» ASSIGNED TASK:
Each line of the data below that contains "Dewey" must be copied.

» MATERIAL PROVIDED:
#####
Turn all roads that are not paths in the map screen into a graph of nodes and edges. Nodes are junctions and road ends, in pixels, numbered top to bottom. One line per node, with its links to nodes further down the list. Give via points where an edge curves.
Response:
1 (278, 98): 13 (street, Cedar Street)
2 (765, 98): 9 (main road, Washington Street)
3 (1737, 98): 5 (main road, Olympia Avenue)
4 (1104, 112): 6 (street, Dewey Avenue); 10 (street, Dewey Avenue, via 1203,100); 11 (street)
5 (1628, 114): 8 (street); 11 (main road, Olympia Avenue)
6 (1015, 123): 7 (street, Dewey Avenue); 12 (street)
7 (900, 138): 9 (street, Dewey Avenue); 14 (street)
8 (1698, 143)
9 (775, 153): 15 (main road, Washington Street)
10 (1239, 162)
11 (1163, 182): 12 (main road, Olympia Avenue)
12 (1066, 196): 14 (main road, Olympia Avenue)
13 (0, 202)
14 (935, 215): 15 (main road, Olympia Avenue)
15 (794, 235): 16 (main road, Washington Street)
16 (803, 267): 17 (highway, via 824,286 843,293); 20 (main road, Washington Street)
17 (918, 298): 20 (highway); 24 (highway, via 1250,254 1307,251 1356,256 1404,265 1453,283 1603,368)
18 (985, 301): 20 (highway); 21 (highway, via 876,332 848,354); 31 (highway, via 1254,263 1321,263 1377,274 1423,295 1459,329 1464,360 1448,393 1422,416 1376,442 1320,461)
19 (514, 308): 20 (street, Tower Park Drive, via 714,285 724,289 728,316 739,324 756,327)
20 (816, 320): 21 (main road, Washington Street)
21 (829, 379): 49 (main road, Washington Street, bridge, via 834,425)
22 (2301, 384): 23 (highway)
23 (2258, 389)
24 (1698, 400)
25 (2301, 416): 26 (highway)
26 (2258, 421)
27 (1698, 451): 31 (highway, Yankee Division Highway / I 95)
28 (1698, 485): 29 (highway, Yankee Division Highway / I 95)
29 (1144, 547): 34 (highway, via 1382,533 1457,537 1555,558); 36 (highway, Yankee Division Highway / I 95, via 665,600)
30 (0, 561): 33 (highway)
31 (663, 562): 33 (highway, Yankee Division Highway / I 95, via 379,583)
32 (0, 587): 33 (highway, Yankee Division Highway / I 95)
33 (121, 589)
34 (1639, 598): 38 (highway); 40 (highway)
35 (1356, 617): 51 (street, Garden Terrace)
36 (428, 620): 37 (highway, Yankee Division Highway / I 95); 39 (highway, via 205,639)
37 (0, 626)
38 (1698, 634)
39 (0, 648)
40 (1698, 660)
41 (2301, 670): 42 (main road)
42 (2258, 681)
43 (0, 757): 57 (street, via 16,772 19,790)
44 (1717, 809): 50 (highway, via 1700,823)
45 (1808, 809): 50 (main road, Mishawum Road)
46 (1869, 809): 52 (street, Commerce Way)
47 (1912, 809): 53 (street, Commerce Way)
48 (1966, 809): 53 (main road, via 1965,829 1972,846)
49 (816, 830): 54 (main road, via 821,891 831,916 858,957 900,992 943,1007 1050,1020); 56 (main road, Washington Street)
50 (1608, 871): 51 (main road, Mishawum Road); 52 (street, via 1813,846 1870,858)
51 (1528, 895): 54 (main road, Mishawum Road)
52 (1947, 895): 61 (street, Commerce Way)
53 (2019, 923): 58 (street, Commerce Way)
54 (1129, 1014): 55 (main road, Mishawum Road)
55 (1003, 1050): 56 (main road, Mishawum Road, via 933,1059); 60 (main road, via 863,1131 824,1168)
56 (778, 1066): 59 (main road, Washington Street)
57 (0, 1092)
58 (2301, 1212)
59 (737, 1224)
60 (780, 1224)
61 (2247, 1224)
#####
» COMPLETED EXERCISE:
4 (1104, 112): 6 (street, Dewey Avenue); 10 (street, Dewey Avenue, via 1203,100); 11 (street)
6 (1015, 123): 7 (street, Dewey Avenue); 12 (street)
7 (900, 138): 9 (street, Dewey Avenue); 14 (street)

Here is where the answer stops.